Polemiche in campo e polemiche post per Roma-Fiorentina. La gara, che in alcuni momenti è stata soporifera mentre in altri ha visto le squadre, lunghissime, concedere occasioni da una parte e dall'altra, è stata decisa da un calcio di rigore assegnato al minuto 86 per i giallorossi. L'arbitro Chiffi ha concesso il secondo penalty di giornata alla squadra di Paulo Fonseca per un fallo di Terracciano in uscita su Edin Dzeko, dopo che il centravanti bosniaco ha calciato verso la porta.
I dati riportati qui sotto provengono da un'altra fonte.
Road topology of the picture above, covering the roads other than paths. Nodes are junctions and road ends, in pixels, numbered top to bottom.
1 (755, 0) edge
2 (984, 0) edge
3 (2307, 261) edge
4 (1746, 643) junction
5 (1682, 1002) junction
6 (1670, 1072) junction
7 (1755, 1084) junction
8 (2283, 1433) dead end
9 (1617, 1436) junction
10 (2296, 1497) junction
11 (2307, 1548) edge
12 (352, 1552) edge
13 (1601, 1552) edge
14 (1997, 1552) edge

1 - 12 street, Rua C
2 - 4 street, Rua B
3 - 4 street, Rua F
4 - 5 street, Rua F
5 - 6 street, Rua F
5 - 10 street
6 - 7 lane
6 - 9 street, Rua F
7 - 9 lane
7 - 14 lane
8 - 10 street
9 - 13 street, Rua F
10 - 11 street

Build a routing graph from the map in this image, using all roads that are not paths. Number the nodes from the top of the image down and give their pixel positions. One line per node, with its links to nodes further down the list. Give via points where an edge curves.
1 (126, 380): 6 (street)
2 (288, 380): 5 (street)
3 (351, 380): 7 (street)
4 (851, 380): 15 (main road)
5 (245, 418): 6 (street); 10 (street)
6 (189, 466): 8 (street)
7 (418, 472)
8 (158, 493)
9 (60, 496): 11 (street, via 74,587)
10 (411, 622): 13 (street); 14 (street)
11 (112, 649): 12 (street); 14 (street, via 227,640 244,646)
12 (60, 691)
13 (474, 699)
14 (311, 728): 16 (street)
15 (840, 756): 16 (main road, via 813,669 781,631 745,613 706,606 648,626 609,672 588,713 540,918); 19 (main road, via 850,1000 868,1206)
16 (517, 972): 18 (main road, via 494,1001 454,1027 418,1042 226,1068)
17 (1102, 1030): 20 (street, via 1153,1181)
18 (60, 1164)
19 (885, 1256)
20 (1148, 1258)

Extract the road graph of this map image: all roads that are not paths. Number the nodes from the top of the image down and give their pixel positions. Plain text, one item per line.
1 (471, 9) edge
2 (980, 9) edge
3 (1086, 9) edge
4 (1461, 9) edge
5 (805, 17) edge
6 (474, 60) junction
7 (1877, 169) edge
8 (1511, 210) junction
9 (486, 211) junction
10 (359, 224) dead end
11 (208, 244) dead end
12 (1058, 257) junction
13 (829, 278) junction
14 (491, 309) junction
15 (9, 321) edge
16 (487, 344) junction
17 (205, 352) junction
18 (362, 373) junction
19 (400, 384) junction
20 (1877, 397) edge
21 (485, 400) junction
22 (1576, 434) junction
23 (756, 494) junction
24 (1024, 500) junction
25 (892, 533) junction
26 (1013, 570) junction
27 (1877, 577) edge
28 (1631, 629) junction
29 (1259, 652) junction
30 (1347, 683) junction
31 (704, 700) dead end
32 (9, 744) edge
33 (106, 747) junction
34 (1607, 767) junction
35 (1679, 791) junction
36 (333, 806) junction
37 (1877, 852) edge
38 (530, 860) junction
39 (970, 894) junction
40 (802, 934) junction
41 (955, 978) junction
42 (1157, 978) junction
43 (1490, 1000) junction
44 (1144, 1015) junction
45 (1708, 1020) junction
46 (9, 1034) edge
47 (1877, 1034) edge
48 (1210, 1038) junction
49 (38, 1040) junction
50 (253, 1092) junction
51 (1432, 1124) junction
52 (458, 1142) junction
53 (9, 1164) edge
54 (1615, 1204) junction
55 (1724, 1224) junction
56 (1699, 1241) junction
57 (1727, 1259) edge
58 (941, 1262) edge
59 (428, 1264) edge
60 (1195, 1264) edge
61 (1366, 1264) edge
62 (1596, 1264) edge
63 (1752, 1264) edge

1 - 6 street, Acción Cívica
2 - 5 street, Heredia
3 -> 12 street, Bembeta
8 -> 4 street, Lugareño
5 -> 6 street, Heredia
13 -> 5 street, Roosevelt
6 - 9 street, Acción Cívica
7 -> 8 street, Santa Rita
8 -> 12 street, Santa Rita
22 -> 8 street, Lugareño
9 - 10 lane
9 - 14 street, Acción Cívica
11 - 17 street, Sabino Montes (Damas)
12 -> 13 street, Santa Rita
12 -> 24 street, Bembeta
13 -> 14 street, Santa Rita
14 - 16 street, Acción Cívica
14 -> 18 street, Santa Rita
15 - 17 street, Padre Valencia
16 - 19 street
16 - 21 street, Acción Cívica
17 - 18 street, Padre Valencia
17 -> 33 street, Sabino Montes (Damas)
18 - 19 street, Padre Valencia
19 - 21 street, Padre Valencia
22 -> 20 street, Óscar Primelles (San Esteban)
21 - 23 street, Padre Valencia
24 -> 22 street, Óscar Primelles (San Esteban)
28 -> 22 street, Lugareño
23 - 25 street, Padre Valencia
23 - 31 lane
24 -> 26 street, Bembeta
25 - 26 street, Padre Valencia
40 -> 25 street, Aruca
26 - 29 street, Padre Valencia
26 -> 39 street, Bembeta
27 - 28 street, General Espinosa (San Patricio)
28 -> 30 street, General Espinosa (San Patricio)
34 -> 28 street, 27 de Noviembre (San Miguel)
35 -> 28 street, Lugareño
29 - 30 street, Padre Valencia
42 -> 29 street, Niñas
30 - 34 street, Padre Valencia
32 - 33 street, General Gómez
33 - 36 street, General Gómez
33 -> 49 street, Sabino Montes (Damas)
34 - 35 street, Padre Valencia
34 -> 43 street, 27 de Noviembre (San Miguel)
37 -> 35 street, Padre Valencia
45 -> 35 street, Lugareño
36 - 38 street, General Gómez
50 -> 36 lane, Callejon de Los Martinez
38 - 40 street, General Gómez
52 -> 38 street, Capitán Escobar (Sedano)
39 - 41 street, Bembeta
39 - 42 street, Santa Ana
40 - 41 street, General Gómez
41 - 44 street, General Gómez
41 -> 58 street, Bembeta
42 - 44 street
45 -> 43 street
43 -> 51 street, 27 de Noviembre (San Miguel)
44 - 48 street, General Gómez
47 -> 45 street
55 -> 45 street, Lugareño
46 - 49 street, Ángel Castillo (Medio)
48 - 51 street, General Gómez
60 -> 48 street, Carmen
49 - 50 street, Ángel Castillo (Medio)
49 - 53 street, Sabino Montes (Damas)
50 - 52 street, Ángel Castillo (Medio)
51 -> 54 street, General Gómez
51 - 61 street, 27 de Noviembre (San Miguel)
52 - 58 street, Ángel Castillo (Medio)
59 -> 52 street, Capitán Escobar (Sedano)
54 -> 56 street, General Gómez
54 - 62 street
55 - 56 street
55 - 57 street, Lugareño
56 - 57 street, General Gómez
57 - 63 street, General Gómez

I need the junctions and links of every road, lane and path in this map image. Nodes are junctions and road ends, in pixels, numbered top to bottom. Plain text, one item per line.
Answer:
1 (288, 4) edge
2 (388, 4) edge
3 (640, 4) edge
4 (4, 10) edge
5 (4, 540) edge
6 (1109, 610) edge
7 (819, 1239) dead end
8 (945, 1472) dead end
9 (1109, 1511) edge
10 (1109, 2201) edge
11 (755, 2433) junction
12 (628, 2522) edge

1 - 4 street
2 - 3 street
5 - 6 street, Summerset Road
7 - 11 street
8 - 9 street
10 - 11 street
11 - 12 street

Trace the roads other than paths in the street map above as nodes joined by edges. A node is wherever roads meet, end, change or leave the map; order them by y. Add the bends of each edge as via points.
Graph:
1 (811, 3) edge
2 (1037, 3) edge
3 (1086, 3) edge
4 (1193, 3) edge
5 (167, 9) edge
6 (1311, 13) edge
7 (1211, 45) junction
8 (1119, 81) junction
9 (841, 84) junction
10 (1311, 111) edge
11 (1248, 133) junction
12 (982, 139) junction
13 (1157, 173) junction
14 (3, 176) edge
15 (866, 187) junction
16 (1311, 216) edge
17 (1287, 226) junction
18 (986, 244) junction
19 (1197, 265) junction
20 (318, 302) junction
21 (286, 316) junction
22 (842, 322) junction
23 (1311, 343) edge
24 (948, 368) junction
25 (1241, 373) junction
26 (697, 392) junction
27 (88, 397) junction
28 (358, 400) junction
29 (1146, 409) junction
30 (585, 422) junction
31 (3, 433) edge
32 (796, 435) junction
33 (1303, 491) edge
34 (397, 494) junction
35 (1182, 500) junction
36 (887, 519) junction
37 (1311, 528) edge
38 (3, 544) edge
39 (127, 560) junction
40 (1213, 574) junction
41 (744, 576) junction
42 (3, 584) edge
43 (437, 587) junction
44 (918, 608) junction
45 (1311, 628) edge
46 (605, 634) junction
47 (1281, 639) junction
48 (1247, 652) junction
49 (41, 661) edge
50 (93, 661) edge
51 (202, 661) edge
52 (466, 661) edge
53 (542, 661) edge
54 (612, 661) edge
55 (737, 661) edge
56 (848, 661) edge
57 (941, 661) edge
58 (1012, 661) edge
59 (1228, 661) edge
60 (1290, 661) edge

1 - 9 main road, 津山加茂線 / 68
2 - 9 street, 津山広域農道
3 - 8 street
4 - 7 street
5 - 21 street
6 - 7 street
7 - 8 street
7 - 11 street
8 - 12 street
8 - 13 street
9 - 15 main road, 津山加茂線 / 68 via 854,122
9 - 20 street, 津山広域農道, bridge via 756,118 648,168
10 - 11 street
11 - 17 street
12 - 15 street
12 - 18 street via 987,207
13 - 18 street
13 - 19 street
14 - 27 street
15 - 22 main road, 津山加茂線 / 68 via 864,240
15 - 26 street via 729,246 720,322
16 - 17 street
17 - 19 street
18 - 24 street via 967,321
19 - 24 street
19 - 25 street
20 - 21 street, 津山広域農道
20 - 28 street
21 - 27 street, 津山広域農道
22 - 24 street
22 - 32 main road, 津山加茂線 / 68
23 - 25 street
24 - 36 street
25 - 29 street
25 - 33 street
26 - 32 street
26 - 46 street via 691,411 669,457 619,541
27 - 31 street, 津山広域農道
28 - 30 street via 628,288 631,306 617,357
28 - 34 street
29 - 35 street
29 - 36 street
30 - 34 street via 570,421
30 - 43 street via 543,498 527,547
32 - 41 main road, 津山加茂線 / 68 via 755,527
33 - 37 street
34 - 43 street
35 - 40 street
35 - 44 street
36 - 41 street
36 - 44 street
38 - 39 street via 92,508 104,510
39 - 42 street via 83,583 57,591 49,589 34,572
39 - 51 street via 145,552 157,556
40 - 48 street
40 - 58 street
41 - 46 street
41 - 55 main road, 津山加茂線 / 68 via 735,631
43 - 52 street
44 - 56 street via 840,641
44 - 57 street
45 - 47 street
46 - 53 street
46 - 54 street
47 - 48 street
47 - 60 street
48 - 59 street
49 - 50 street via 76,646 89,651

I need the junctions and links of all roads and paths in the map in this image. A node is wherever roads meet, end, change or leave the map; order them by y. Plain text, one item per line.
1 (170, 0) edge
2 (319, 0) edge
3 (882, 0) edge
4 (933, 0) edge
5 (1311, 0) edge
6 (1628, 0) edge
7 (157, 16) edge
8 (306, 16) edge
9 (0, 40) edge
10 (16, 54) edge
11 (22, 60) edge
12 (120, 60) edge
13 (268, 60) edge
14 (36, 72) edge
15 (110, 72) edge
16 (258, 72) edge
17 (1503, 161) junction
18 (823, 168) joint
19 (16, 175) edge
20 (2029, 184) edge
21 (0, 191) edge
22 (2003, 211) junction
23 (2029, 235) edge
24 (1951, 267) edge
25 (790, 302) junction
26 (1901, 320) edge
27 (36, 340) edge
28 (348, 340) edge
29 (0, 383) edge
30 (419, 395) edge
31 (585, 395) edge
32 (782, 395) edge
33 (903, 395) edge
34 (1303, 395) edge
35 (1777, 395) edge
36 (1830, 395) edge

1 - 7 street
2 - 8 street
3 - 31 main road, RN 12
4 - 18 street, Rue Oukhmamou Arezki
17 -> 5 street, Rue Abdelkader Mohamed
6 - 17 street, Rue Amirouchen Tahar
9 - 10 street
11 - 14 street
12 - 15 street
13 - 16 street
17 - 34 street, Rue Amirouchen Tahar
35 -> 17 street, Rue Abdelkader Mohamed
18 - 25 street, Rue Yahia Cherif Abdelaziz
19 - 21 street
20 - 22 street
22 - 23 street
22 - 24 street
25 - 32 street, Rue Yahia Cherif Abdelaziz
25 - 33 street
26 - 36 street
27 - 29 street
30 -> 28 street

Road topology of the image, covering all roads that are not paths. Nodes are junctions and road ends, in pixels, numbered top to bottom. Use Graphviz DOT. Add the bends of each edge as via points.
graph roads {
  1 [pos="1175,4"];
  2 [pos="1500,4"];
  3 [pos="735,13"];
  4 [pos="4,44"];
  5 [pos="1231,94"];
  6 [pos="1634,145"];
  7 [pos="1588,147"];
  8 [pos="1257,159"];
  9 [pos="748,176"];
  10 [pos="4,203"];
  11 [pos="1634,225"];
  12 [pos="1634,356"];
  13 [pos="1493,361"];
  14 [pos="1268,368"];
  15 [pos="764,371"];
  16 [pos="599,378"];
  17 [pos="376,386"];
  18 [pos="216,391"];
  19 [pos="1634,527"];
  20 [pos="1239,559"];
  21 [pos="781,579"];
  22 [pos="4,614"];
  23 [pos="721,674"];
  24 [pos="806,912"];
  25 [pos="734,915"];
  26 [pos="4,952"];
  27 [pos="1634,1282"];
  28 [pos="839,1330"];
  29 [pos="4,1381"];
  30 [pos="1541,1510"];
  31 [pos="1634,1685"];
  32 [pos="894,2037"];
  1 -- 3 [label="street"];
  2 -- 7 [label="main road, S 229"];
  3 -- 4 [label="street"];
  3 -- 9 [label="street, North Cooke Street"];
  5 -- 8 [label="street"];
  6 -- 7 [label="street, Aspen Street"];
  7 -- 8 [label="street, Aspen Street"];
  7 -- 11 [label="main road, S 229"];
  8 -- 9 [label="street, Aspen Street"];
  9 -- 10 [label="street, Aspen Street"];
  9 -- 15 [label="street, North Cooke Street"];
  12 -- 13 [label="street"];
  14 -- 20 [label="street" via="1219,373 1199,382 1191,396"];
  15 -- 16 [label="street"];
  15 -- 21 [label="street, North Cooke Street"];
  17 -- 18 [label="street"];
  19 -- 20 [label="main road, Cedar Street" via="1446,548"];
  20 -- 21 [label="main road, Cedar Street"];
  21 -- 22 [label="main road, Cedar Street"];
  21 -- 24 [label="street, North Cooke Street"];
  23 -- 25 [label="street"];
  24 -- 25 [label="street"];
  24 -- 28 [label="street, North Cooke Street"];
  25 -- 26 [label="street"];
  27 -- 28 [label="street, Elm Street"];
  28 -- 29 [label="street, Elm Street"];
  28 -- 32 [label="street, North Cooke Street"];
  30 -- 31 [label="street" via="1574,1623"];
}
La massima punizione concessa alla Roma desta qualche dubbio proprio perché il numero 9 aveva già effettuato la giocata e sembrava già in caduta prima dell'intervento dell'estremo difensore viola.

Subito sono scattate le proteste da parte dei calciatori in campo, è stato ammonito Ghezzal per proteste, e da parte della panchina di Beppe Iachini ma l'arbitro della sezione di Padova è stato irremovibile e non ha avuto bisogno nemmeno di rivederlo al video ma si è solo consultato con gli uomini nella sala VAR.

Come se non bastassero già i dubbi sull'assegnazione del penalty, nel corso dell'azione tambureggiante della Roma, che aveva portato al palo di Kolarov, prima del tiro di Carles Perez respinto da Terracciano, che ha portato all'assegnazione del calcio di rigore decisivo, c'è stato un tocco proprio di Chiffi che ha sostanzialmente aggiustato il pallone al calciatore spagnolo per la conclusione. Da questa stagione è stata introdotta la regola su come il pallone si deve considerare non in gioco se dovesse esserci un tocco del direttore di gara e l’azione in corso dovrà ripartire senza il cambio del possesso ma dopo uno stop. Si tratta della Regola 9 punto 1 del regolamento del gioco del calcio.

Nonostante questo non ferma il gioco l'arbitro ha fatto proseguire ed è arrivato il penalty che ha deciso la gara dello stadio Olimpico. Polemiche e discussioni nelle prossime ore non mancheranno.